Studio album by Alanis Morissette
- Released: May 18, 2004
- Recorded: 2003–2004
- Studio: Groove Masters, Santa Monica; Village Recorder, Los Angeles; Henson, Hollywood; Stage and Sound, Los Angeles;
- Genre: Alternative rock; pop rock;
- Length: 41:05
- Label: Maverick
- Producer: Alanis Morissette; Tim Thorney; John Shanks;

Alanis Morissette chronology
| Feast on Scraps (2002) | So-Called Chaos (2004) | Jagged Little Pill Acoustic (2005) |

Singles from So-Called Chaos
- "Everything" Released: March 22, 2004; "Out Is Through" Released: July 19, 2004; "Eight Easy Steps" Released: October 19, 2004;

= So-Called Chaos =

So-Called Chaos is the sixth studio album (fourth released internationally) by Canadian singer-songwriter Alanis Morissette, released on May 18, 2004, through Maverick Records. It was preceded by the single "Everything" on April 13, which went on to become Morissette's lowest peaking song on the US Billboard Hot 100 at number 76. The album was met with mixed reviews from critics upon release, with some calling it her most accessible record since Jagged Little Pill (1995), while others criticized the project's confusing messages and felt the singer had lost what made her a cultural icon of the '90s.

With 115,000 copies sold in its opening week, So-Called Chaos debuted at number five on the Billboard 200 and became Morissette's first international studio album not to reach the top of that chart. It failed to surpass predecessor Under Rug Swept (2002), which debuted at number-one with 215,000 first-week sales. Two subsequent singles, "Out Is Through" and "Eight Easy Steps", were released in July and October respectively, but neither managed to help improve album sales and both songs failed to enter the Hot 100.

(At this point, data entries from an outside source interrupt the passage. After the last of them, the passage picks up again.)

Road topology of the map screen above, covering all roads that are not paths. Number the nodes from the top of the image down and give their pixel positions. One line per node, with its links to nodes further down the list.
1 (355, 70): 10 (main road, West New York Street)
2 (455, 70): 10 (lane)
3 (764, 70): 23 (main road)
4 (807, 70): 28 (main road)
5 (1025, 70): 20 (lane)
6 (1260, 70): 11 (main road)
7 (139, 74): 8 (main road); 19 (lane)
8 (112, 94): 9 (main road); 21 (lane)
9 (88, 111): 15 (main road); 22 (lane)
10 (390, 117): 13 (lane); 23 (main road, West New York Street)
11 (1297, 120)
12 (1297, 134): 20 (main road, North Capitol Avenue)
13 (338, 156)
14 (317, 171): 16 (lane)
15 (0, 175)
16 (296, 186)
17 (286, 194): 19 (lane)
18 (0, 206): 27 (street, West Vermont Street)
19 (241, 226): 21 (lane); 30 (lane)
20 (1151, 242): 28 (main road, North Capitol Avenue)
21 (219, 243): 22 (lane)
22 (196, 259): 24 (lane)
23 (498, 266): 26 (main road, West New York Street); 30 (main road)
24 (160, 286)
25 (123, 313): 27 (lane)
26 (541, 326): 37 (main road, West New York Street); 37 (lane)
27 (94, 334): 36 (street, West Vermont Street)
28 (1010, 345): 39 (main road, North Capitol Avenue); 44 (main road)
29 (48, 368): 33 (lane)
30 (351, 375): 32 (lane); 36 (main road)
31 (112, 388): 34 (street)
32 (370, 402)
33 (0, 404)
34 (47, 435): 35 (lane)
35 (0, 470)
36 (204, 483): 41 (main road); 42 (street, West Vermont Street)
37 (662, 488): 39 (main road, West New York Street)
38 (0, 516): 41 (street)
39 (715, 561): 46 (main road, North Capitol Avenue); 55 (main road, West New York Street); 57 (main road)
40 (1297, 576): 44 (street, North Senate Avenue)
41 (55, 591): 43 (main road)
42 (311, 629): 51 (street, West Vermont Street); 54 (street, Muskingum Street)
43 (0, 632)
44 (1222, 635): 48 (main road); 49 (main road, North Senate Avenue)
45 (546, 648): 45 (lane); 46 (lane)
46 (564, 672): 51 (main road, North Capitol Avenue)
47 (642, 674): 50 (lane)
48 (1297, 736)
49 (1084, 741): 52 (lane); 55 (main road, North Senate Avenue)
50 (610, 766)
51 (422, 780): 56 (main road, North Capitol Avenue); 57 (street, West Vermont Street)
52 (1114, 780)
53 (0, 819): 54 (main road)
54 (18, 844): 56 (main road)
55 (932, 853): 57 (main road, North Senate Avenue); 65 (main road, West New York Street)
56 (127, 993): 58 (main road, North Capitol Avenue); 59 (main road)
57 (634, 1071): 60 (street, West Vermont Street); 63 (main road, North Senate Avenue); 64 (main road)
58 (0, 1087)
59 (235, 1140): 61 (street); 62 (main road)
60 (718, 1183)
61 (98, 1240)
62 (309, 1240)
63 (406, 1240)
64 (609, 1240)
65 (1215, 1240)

==Background and release==
It had been two years since Morissette released her fifth studio album, Under Rug Swept. In that time she had met her then fiancé Ryan Reynolds, inspiring many of the songs she wrote for So-Called Chaos. The album found her in a more contented and relaxed state than her previous output, and her songs were brighter and happier than her more volatile works like "You Oughta Know" and "Uninvited". One reporter asked if the song "This Grudge" was based on the same person as "You Oughta Know", and Morissette replied, "Different person, same era."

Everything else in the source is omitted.